Objectives: Determine factors associated with poor glycemic control among Jordanian patients with Type 2 diabetes.
Methods: A systematic random sample of 917 patients was selected from all patients with Type 2 diabetes over a period of 6 months in 2008. A prestructured questionnaire sought information about sociodemographic, clinical characteristics, self-care management behaviours, medication adherence, barriers to adherence, and attitude towards diabetes. Weight, height, and waist circumferences were measured. All available last readings of hemoglobin A1c (HbA1c), fasting blood sugar measurements and lipid were abstracted from patients' records. Poor glycemic control was defined as HbA1c >or=7%.

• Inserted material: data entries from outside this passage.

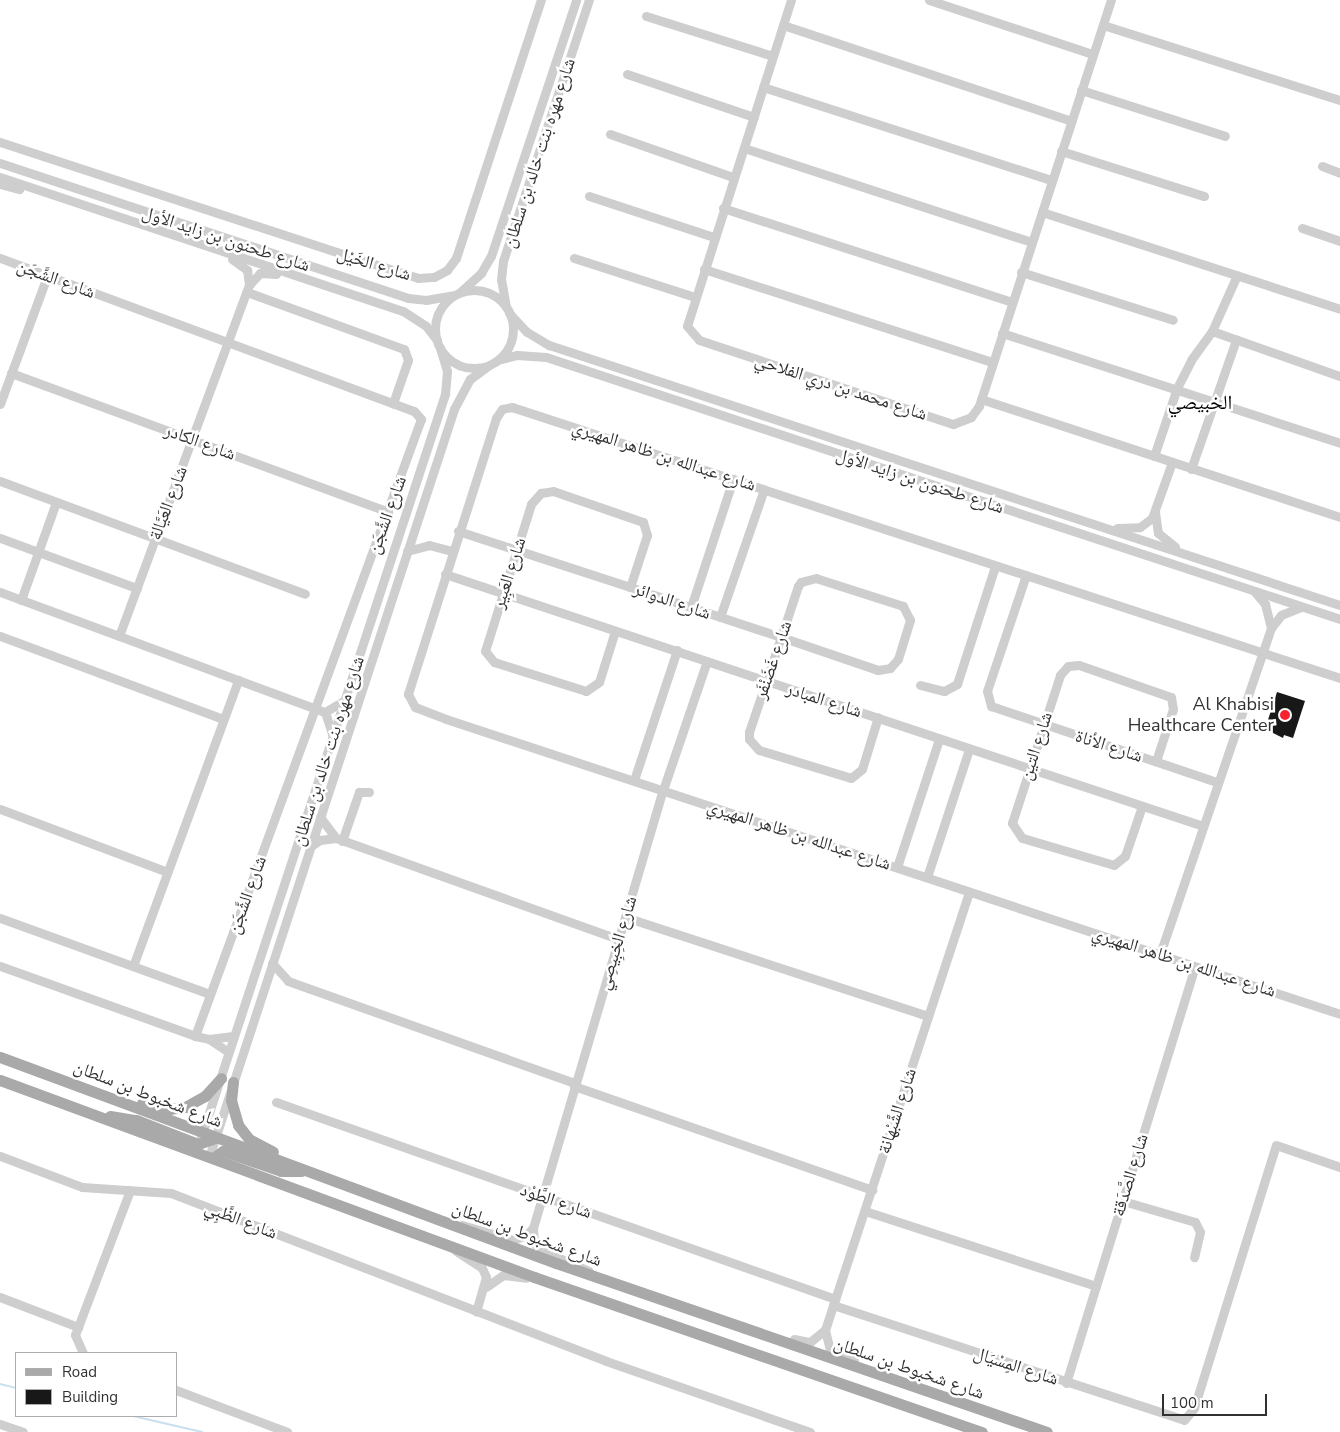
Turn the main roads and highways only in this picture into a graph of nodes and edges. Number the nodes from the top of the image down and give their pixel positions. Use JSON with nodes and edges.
{"nodes":[{"id":1,"x":0,"y":1057,"type":"edge"},
{"id":2,"x":56,"y":1078,"type":"junction"},
{"id":3,"x":221,"y":1078,"type":"road end"},
{"id":4,"x":0,"y":1080,"type":"edge"},
{"id":5,"x":233,"y":1082,"type":"road end"},
{"id":6,"x":199,"y":1143,"type":"junction"},
{"id":7,"x":211,"y":1158,"type":"junction"},
{"id":8,"x":305,"y":1170,"type":"junction"},
{"id":9,"x":368,"y":1194,"type":"junction"},
{"id":10,"x":982,"y":1432,"type":"edge"},
{"id":11,"x":1047,"y":1432,"type":"edge"}],
"edges":[{"from":1,"to":2,"type":"main road","name":"شارع شخبوط بن سلطان"},
{"from":2,"to":3,"type":"main road"},
{"from":2,"to":6,"type":"main road","name":"شارع شخبوط بن سلطان"},
{"from":4,"to":6,"type":"main road","name":"شارع شخبوط بن سلطان"},
{"from":5,"to":9,"type":"main road"},
{"from":6,"to":7,"type":"main road","name":"شارع شخبوط بن سلطان"},
{"from":6,"to":8,"type":"main road","name":"شارع شخبوط بن سلطان"},
{"from":7,"to":8,"type":"main road"},
{"from":7,"to":10,"type":"main road","name":"شارع شخبوط بن سلطان"},
{"from":8,"to":9,"type":"main road","name":"شارع شخبوط بن سلطان"},
{"from":9,"to":11,"type":"main road","name":"شارع شخبوط بن سلطان"}]}
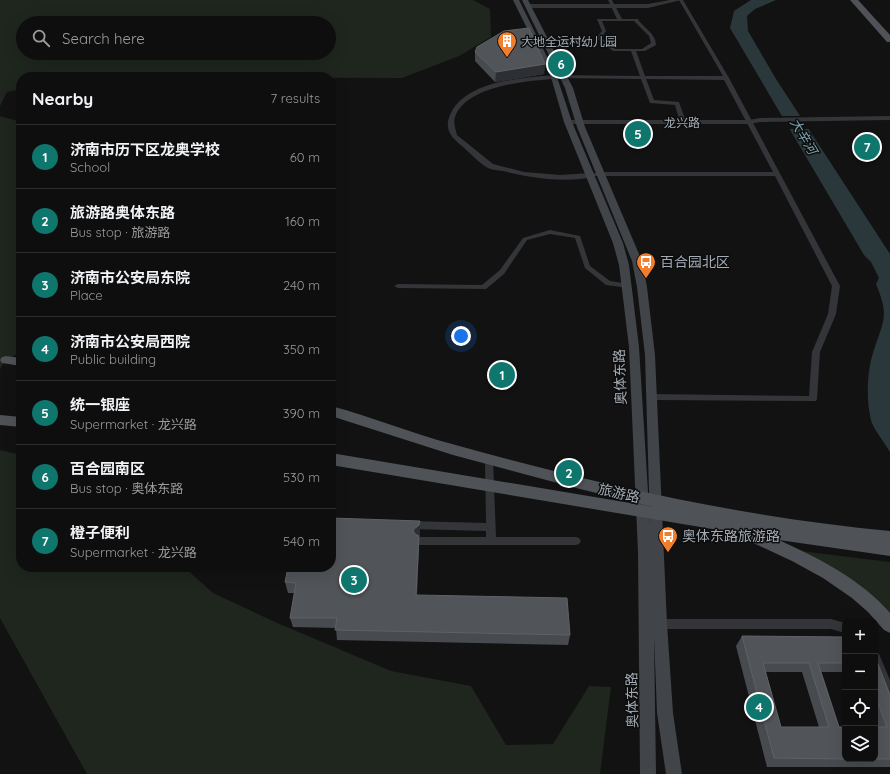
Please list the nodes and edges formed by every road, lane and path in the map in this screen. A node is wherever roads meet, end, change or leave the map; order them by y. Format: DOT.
graph roads {
  1 [pos="516,0"];
  2 [pos="610,0"];
  3 [pos="678,0"];
  4 [pos="681,0"];
  5 [pos="854,0"];
  6 [pos="527,3"];
  7 [pos="614,6"];
  8 [pos="620,20"];
  9 [pos="890,40"];
  10 [pos="633,50"];
  11 [pos="554,77"];
  12 [pos="563,77"];
  13 [pos="726,78"];
  14 [pos="890,118"];
  15 [pos="568,122"];
  16 [pos="580,122"];
  17 [pos="683,122"];
  18 [pos="749,122"];
  19 [pos="820,122"];
  20 [pos="890,125"];
  21 [pos="596,174"];
  22 [pos="777,174"];
  23 [pos="398,286"];
  24 [pos="627,286"];
  25 [pos="6,360"];
  26 [pos="16,361"];
  27 [pos="652,397"];
  28 [pos="336,412"];
  29 [pos="0,420"];
  30 [pos="16,422"];
  31 [pos="336,460"];
  32 [pos="489,460"];
  33 [pos="489,484"];
  34 [pos="627,502"];
  35 [pos="669,510"];
  36 [pos="398,524"];
  37 [pos="491,527"];
  38 [pos="736,528"];
  39 [pos="890,537"];
  40 [pos="420,541"];
  41 [pos="491,541"];
  42 [pos="576,541"];
  43 [pos="890,549"];
  44 [pos="647,621"];
  45 [pos="660,624"];
  46 [pos="890,624"];
  47 [pos="842,627"];
  48 [pos="878,665"];
  49 [pos="890,693"];
  50 [pos="648,774"];
  51 [pos="674,774"];
  1 -- 11 [label="main road, 奥体东路"];
  2 -- 7 [label="street"];
  3 -- 7 [label="street"];
  4 -- 13 [label="street"];
  5 -- 9 [label="main road"];
  6 -- 7 [label="street"];
  6 -- 12 [label="main road"];
  7 -- 8 [label="street"];
  8 -- 10 [label="street"];
  8 -- 10 [label="street"];
  10 -- 17 [label="street"];
  11 -- 12 [label="street"];
  11 -- 15 [label="main road, 奥体东路"];
  11 -- 21 [label="street"];
  12 -- 13 [label="street"];
  12 -- 16 [label="main road"];
  13 -- 18 [label="street"];
  14 -- 19 [label="street, 龙兴路"];
  15 -- 16 [label="street, 龙兴路"];
  15 -- 21 [label="main road, 奥体东路"];
  16 -- 17 [label="street, 龙兴路"];
  16 -- 21 [label="main road"];
  17 -- 18 [label="street, 龙兴路"];
  18 -- 19 [label="street, 龙兴路"];
  18 -- 22 [label="street"];
  19 -- 20 [label="street, 龙兴路"];
  21 -- 22 [label="street"];
  21 -- 24 [label="main road, 奥体东路"];
  21 -- 27 [label="main road"];
  22 -- 27 [label="street"];
  23 -- 24 [label="street"];
  24 -- 44 [label="main road, 奥体东路"];
  25 -- 26 [label="main road"];
  27 -- 45 [label="main road"];
  28 -- 32 [label="main road, 旅游路"];
  29 -- 30 [label="main road"];
  31 -- 33 [label="main road, 旅游路"];
  32 -- 33 [label="street"];
  32 -- 34 [label="main road, 旅游路"];
  33 -- 34 [label="main road, 旅游路"];
  33 -- 37 [label="street"];
  34 -- 35 [label="main road, 旅游路"];
  35 -- 38 [label="main road, 旅游路"];
  35 -- 39 [label="main road, 旅游路"];
  36 -- 37 [label="street"];
  37 -- 41 [label="street"];
  38 -- 43 [label="main road, 旅游路"];
  38 -- 46 [label="main road"];
  40 -- 41 [label="street"];
  41 -- 42 [label="street"];
  44 -- 45 [label="street"];
  44 -- 50 [label="main road, 奥体东路"];
  45 -- 47 [label="street"];
  45 -- 51 [label="main road"];
  48 -- 49 [label="street"];
}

Results: Of the total 917 patients, 65.1% had HbA1c >or=7%. In the multivariate analysis, increased duration of diabetes (>7 years vs. <or=7years) (OR=1.99, P<or=.0005), not following eating plan as recommended by dietitians (OR=2.98, P<or=.0005), negative attitude towards diabetes, and increased barriers to adherence scale scores were significantly associated with increased odds of poor glycemic control.
Conclusion: The proportion of patients with poor glycemic control was high, which was nearly comparable to that reported from many countries. Longer duration of diabetes and not adherent to diabetes self-care management behaviors were associated with poor glycemic control. An educational program that emphasizes lifestyle modification with importance of adherence to treatment regimen would be of great benefit in glycemic control.